### PROVIDED RECORDS

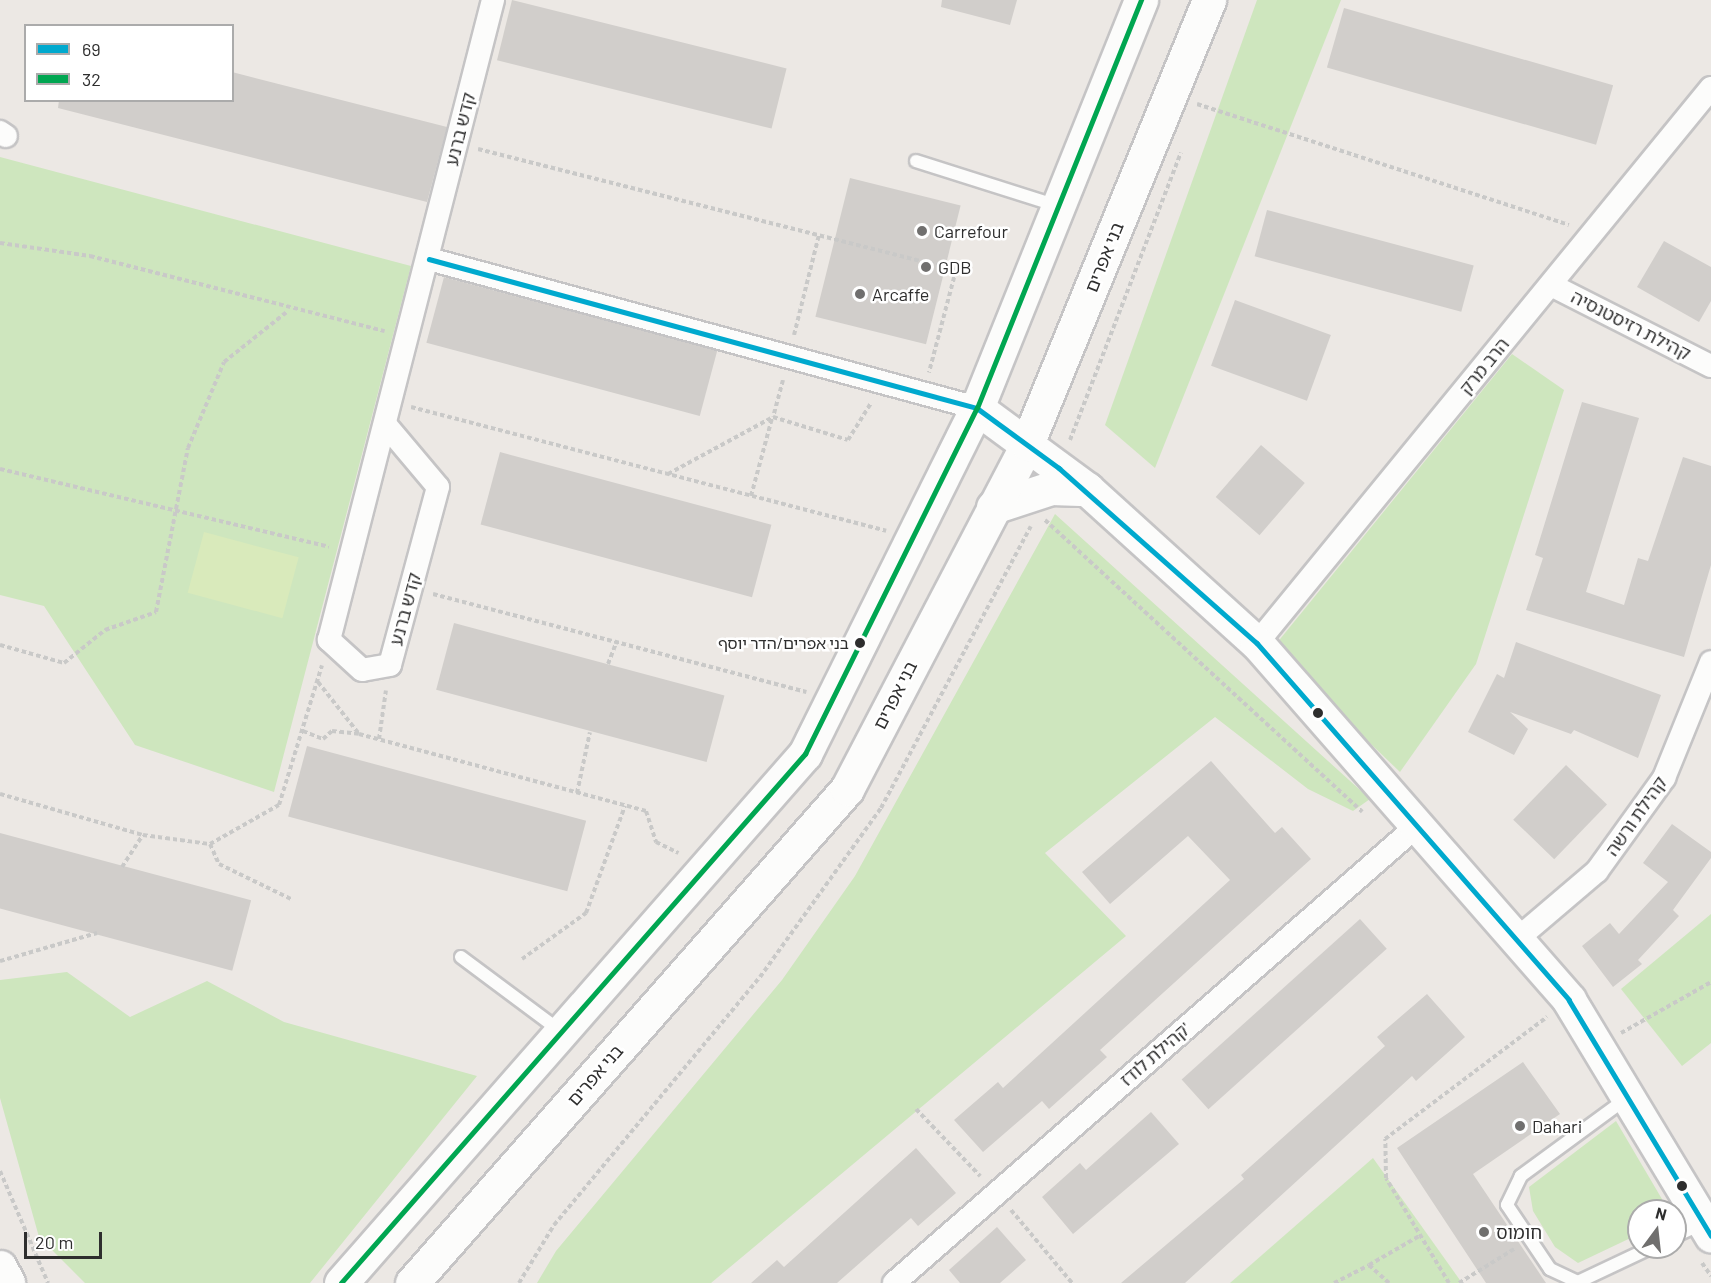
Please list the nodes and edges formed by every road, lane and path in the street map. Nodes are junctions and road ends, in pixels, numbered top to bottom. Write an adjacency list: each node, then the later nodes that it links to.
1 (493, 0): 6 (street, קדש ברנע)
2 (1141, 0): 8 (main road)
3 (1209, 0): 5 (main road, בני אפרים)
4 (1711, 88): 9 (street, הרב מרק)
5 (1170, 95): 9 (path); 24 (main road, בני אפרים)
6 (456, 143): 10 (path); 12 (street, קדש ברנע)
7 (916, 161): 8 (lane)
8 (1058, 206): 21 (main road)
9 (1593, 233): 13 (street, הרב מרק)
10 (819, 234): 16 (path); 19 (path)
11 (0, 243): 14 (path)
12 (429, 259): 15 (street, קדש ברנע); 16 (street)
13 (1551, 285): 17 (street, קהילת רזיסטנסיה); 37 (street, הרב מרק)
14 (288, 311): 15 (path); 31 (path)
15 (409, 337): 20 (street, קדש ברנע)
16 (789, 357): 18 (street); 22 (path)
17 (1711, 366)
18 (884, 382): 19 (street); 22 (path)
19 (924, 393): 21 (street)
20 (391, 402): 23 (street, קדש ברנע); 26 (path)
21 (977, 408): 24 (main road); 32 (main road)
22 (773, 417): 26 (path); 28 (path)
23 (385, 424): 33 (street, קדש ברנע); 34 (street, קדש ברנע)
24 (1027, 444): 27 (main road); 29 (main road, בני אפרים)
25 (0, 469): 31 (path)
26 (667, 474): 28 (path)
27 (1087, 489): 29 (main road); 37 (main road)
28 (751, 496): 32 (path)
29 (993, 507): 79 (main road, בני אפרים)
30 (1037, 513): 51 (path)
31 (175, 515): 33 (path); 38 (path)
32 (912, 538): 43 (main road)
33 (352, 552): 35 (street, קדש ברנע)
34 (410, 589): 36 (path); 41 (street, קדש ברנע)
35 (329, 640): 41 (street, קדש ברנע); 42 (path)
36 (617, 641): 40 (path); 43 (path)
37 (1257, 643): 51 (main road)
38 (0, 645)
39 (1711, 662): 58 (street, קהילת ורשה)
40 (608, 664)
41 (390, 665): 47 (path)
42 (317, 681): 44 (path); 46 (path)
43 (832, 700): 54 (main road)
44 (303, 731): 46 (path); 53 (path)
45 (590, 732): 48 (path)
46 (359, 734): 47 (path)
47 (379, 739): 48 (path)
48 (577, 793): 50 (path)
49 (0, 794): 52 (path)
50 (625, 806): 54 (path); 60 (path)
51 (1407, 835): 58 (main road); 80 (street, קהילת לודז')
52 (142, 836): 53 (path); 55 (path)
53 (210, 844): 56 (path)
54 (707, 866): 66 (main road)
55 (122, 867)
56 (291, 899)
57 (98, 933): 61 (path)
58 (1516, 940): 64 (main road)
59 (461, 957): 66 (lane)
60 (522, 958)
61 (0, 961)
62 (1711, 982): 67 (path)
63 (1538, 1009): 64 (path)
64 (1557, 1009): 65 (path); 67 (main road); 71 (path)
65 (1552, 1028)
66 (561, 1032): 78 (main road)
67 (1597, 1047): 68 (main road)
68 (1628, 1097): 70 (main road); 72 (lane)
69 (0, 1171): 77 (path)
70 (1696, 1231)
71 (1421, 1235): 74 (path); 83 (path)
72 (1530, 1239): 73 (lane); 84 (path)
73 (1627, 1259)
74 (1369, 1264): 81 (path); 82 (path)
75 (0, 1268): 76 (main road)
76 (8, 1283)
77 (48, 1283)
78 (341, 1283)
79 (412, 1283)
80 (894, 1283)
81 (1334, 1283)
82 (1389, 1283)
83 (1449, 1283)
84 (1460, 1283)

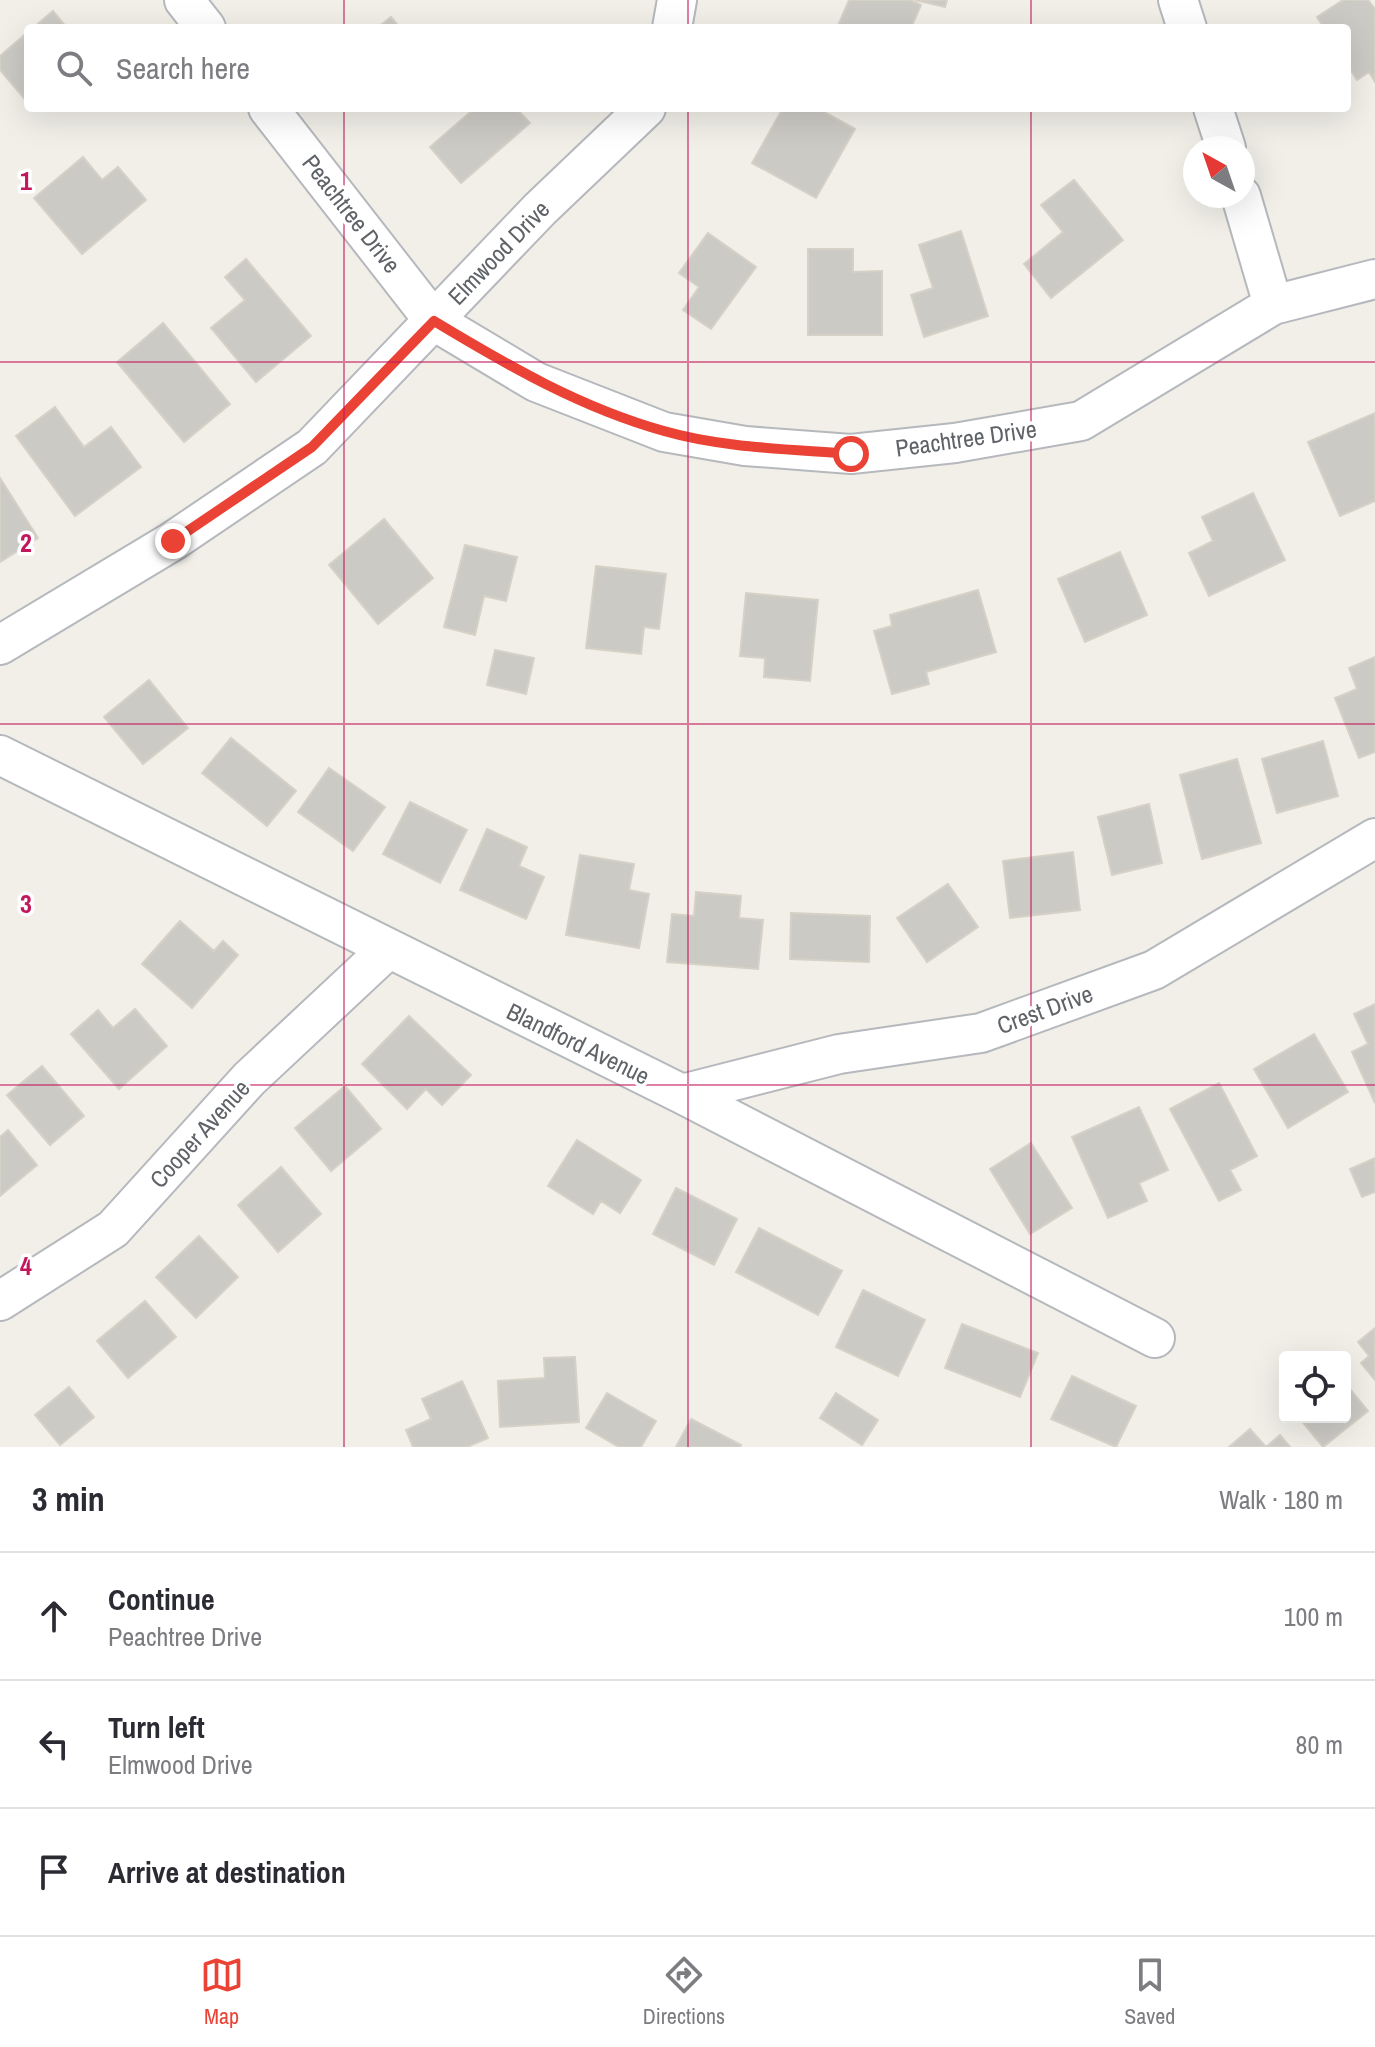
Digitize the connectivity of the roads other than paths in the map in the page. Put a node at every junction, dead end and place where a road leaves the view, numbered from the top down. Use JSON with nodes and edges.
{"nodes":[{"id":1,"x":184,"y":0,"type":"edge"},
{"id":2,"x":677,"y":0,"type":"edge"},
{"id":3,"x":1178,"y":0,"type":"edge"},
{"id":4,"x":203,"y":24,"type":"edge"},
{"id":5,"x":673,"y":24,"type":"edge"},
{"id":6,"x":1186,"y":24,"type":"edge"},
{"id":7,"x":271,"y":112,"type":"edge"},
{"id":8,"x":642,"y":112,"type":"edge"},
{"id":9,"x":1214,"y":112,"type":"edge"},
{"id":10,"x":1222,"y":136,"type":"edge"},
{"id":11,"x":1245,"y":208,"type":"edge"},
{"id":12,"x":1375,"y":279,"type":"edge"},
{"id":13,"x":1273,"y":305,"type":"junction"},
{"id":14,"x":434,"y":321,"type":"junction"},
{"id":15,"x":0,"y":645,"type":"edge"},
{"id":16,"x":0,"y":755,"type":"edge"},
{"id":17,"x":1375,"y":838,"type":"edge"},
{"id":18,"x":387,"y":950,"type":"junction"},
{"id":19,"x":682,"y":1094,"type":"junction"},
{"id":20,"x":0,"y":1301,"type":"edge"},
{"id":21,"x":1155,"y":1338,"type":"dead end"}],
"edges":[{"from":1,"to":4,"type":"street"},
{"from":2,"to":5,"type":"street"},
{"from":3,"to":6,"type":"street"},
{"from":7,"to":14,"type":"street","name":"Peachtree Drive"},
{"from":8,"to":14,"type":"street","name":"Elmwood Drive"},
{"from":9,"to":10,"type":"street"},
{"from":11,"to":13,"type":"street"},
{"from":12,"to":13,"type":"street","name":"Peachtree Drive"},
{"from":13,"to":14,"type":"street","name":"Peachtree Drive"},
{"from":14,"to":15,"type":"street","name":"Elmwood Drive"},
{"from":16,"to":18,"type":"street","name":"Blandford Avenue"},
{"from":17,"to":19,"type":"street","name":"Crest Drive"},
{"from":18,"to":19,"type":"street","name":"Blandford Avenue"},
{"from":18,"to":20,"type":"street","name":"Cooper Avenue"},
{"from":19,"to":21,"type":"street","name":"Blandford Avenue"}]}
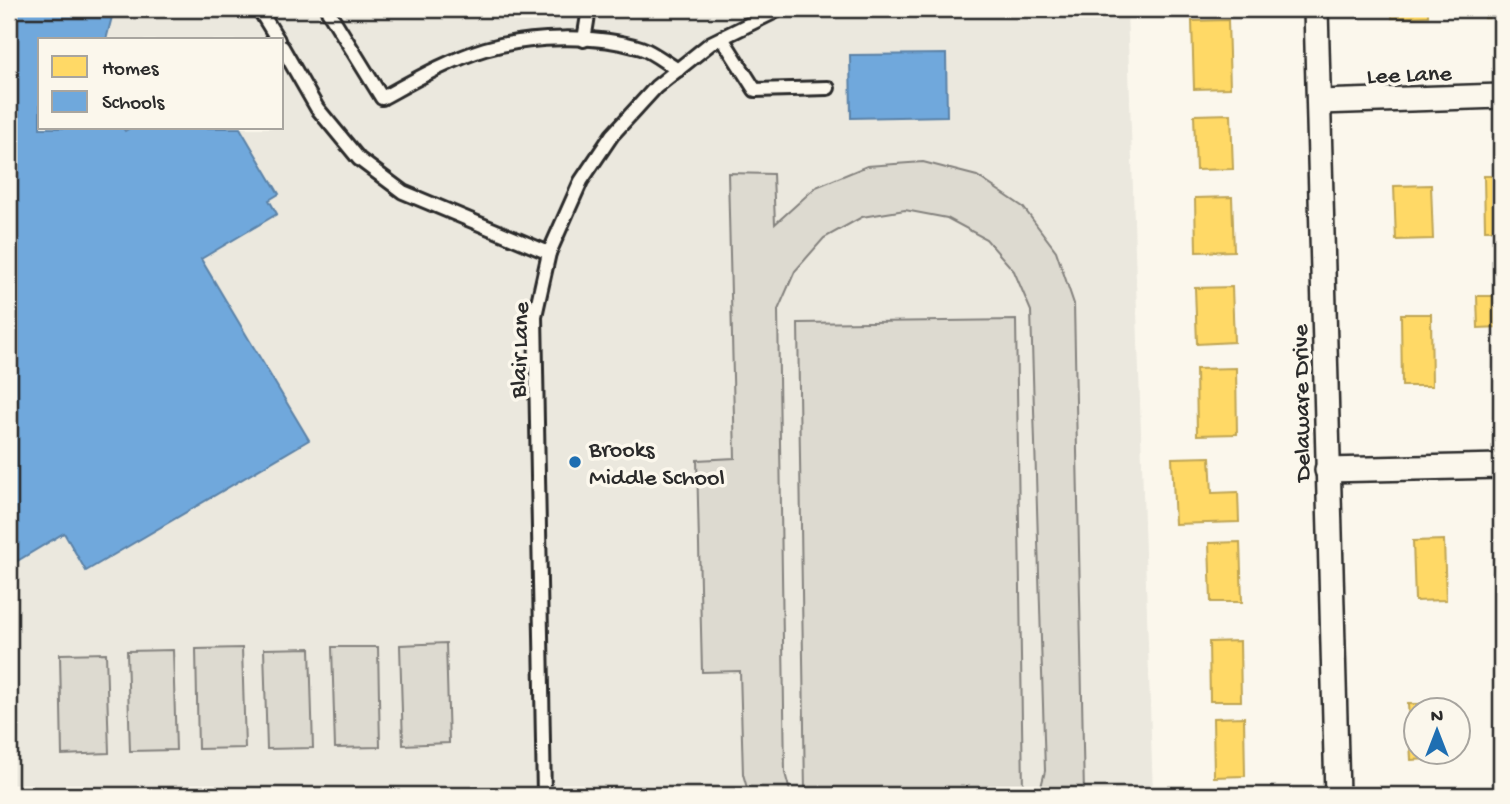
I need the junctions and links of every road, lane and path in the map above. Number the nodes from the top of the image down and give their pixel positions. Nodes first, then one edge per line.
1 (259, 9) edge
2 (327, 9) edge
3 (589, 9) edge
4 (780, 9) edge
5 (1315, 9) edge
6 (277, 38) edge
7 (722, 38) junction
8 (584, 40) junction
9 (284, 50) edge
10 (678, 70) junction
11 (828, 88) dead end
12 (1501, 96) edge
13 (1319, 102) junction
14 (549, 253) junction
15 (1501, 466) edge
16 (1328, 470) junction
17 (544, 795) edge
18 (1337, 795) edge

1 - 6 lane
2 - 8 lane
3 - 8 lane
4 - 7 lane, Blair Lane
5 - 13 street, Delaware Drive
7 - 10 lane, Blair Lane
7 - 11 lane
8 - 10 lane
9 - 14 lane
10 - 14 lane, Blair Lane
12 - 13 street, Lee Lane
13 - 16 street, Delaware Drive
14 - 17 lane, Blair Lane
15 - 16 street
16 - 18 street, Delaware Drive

######

A single number is the whole answer here: the number of lines in the data containing "links".

2